> [WHAT IS NEEDED]: Please return every line in the following data that includes the string "const".

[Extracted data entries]
——

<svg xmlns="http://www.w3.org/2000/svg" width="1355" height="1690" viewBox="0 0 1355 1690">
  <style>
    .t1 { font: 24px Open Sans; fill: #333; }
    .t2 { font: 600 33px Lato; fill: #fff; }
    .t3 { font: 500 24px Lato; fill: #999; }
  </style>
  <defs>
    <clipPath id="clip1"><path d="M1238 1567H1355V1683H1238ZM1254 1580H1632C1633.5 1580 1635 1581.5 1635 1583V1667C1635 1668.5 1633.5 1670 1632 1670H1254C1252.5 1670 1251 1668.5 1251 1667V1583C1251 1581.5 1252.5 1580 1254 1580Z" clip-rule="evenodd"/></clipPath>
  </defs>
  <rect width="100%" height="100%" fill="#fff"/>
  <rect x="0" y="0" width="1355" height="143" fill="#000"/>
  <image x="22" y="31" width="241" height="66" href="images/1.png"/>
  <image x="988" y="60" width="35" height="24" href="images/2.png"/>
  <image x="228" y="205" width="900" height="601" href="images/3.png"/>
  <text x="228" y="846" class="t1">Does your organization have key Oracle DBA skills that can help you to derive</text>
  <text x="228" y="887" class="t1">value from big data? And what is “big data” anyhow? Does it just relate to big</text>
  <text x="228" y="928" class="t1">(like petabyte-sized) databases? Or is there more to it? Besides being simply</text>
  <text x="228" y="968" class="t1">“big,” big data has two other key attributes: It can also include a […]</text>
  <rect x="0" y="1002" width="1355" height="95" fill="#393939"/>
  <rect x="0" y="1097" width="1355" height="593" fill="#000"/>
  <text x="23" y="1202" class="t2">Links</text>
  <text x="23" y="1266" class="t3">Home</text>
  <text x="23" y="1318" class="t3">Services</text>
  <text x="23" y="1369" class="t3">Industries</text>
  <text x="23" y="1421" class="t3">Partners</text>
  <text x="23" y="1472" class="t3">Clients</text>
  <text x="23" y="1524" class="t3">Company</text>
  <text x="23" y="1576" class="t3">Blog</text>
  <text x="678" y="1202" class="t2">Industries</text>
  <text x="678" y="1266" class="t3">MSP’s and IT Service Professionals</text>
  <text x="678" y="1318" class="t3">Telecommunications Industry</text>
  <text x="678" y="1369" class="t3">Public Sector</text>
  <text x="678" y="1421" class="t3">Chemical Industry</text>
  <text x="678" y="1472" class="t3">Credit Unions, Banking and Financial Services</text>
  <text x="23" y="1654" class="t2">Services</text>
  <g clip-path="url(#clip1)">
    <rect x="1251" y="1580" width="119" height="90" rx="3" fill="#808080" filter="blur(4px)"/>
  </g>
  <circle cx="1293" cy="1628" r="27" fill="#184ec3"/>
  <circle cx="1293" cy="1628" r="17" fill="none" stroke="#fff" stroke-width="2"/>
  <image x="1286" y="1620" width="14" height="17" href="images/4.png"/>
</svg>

——

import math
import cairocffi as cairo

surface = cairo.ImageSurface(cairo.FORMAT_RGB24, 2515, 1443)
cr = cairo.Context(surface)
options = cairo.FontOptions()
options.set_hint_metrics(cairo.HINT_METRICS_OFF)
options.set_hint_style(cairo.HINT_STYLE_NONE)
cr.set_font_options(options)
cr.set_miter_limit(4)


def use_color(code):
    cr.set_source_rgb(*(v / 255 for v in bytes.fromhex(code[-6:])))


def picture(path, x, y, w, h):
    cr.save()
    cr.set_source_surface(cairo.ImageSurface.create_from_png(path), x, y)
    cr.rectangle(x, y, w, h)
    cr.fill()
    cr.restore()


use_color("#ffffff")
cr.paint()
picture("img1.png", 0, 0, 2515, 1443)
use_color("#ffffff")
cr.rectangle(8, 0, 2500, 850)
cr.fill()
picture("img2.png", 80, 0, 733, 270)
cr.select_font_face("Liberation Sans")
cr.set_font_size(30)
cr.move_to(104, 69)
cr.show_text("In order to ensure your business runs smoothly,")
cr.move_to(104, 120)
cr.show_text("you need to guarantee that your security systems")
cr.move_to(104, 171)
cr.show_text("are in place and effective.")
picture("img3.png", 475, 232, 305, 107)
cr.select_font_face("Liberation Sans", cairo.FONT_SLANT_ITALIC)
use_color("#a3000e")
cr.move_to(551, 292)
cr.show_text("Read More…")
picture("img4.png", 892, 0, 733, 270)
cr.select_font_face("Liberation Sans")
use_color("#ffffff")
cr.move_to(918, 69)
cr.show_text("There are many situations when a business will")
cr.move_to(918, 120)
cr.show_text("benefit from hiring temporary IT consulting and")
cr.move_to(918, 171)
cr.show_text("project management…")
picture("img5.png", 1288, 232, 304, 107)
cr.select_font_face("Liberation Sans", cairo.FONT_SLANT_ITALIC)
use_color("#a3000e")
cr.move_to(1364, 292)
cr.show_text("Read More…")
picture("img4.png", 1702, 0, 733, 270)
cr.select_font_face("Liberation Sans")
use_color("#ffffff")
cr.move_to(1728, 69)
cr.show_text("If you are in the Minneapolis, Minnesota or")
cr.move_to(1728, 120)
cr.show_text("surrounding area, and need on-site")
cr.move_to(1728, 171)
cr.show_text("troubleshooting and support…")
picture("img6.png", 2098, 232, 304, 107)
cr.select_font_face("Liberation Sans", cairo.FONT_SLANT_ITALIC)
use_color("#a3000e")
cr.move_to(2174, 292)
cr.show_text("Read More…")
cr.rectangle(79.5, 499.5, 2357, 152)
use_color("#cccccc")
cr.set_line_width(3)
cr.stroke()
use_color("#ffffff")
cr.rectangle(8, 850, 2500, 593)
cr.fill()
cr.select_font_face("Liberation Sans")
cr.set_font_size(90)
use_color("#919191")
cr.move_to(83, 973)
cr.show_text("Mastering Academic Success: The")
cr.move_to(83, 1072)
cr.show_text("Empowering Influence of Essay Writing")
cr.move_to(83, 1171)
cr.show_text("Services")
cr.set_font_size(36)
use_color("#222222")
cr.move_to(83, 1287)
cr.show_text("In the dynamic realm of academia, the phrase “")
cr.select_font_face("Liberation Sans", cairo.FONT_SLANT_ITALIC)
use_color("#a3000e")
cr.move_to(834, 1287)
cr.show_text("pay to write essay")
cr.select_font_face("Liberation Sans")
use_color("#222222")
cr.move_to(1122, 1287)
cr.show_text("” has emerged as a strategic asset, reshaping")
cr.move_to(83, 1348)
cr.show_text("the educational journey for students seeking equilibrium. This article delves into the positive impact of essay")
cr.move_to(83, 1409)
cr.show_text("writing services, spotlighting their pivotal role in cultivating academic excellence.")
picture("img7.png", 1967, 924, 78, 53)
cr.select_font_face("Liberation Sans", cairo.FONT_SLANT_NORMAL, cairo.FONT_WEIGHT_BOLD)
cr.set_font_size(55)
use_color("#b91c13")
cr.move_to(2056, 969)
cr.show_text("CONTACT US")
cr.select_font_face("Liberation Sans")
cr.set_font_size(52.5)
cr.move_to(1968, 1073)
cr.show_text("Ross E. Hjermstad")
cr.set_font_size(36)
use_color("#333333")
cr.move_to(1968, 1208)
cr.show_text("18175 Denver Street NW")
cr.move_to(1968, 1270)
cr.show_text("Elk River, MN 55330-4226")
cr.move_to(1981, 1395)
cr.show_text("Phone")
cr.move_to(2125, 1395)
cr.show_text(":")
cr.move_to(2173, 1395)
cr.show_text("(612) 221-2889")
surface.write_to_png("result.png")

——

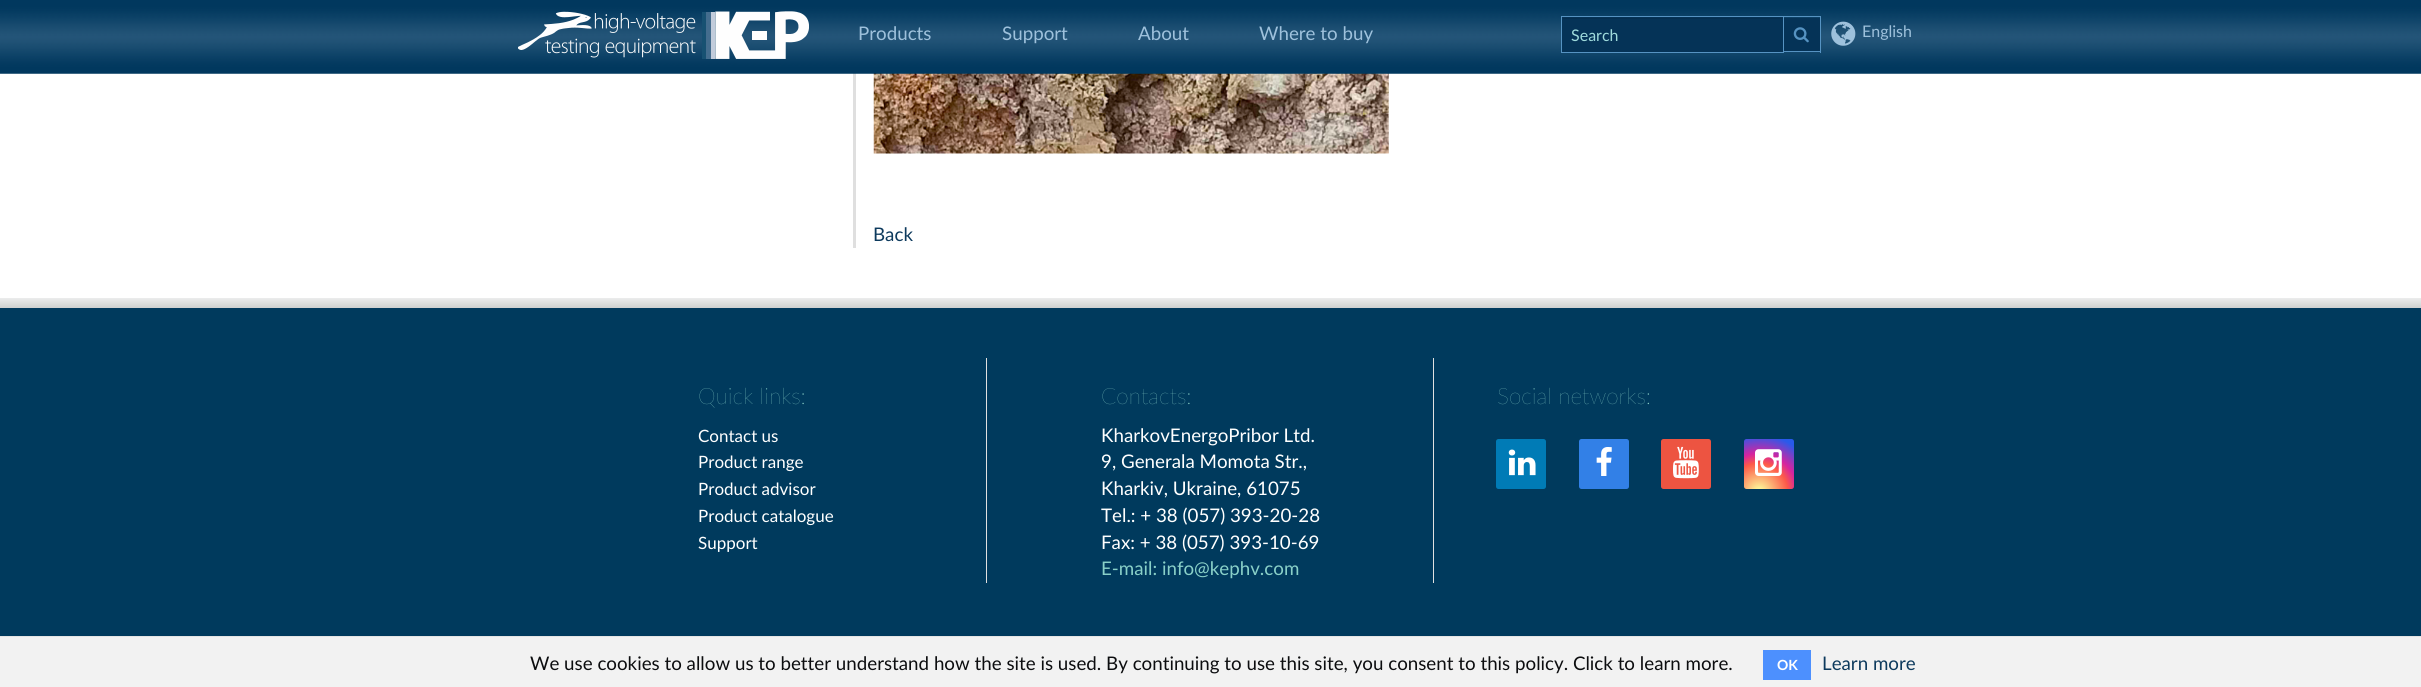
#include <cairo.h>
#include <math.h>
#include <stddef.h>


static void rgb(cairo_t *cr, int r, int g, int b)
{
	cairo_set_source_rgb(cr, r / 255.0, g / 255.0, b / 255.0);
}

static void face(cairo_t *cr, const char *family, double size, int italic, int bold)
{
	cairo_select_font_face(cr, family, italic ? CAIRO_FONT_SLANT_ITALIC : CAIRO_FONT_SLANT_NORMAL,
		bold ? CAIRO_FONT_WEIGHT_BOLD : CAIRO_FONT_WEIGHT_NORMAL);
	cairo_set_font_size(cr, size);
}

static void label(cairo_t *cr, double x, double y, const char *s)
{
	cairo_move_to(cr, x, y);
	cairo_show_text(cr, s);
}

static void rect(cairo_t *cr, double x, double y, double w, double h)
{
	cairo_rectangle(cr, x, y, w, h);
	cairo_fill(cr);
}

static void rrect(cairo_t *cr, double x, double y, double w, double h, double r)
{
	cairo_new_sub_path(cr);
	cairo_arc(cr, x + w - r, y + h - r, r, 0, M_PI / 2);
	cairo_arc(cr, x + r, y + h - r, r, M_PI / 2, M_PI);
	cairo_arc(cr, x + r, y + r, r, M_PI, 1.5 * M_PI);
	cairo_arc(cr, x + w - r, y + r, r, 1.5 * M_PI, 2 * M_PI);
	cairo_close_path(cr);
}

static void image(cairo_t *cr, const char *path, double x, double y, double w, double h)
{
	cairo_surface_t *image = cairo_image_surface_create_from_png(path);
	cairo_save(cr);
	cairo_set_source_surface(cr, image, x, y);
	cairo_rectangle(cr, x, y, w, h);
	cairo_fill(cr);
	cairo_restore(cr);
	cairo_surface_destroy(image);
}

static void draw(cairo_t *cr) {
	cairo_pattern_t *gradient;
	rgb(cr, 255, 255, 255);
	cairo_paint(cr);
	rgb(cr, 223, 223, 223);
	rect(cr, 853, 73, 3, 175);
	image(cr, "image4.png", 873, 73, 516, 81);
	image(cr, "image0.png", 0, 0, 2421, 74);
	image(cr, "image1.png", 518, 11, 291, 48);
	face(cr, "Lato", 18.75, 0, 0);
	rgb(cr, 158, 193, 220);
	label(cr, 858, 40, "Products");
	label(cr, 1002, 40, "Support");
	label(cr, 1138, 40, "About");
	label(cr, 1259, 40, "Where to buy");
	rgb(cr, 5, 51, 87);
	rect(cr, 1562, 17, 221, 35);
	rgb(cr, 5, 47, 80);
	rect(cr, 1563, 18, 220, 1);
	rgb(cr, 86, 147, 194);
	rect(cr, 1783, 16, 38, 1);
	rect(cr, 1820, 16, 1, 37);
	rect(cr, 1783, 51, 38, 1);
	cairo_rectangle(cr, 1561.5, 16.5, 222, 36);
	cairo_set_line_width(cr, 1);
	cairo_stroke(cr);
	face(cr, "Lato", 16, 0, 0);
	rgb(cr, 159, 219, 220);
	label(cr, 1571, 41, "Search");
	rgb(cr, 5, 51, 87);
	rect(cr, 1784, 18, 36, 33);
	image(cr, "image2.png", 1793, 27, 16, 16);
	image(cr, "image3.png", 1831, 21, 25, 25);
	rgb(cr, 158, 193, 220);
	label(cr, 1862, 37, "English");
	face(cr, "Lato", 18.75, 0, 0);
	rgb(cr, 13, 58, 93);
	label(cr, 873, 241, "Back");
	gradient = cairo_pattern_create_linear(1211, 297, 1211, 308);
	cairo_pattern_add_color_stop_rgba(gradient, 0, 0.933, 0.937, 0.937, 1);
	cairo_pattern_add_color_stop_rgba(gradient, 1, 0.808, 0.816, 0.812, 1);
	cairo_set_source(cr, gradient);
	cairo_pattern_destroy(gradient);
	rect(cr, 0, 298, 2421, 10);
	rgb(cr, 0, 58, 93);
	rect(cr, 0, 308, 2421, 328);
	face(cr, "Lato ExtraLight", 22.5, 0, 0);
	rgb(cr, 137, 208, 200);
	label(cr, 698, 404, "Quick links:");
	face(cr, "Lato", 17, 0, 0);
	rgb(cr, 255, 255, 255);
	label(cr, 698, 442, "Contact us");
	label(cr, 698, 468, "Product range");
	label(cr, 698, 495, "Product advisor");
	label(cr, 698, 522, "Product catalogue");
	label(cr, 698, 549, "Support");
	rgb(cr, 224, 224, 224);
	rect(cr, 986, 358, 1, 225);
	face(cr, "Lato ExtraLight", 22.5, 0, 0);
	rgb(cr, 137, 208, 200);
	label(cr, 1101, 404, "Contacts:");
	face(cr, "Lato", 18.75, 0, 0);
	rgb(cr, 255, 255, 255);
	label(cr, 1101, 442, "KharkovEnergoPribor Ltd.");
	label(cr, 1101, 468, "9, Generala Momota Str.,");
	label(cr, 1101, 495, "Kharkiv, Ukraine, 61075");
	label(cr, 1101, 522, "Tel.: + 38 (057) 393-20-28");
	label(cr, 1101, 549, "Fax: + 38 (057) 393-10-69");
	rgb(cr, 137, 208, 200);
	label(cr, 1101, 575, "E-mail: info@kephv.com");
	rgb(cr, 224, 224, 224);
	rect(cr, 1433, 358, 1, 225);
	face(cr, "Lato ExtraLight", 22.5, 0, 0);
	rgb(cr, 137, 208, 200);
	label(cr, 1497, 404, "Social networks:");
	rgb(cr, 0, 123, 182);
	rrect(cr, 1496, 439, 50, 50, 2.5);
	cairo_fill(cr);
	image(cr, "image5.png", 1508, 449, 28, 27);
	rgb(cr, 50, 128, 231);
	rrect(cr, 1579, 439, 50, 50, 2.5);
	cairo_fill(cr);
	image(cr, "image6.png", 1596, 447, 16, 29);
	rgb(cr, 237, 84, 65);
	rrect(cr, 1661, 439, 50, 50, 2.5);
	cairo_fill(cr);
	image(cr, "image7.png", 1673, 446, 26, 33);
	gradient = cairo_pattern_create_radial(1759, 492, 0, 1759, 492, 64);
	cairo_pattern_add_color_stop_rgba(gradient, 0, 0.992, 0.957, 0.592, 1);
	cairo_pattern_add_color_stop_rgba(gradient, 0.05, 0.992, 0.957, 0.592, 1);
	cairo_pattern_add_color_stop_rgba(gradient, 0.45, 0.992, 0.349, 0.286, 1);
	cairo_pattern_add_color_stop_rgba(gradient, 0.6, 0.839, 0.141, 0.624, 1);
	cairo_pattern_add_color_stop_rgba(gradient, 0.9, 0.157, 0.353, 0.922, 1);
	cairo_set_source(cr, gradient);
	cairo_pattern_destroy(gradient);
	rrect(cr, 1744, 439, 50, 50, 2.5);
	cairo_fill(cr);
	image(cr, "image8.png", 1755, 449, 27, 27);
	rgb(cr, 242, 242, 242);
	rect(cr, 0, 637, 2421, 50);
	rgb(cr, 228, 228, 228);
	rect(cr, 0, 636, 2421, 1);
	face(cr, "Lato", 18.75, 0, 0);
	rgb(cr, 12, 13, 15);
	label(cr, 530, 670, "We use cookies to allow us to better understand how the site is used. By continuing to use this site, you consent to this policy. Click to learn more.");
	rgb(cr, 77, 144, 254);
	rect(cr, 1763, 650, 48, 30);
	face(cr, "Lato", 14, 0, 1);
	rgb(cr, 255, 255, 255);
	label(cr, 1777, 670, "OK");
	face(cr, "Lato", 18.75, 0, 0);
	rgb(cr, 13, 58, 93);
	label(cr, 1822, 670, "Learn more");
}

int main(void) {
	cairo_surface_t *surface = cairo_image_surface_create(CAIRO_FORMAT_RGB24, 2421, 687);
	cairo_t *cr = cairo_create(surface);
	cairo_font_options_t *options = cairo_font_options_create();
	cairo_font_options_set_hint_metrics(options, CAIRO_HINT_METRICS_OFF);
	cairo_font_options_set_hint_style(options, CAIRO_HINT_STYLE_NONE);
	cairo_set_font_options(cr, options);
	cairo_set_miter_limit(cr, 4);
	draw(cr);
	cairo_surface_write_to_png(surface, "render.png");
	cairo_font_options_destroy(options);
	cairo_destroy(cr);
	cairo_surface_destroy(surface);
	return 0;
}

——

> [OUTPUT]:
static void face(cairo_t *cr, const char *family, double size, int italic, int bold)
static void label(cairo_t *cr, double x, double y, const char *s)
static void image(cairo_t *cr, const char *path, double x, double y, double w, double h)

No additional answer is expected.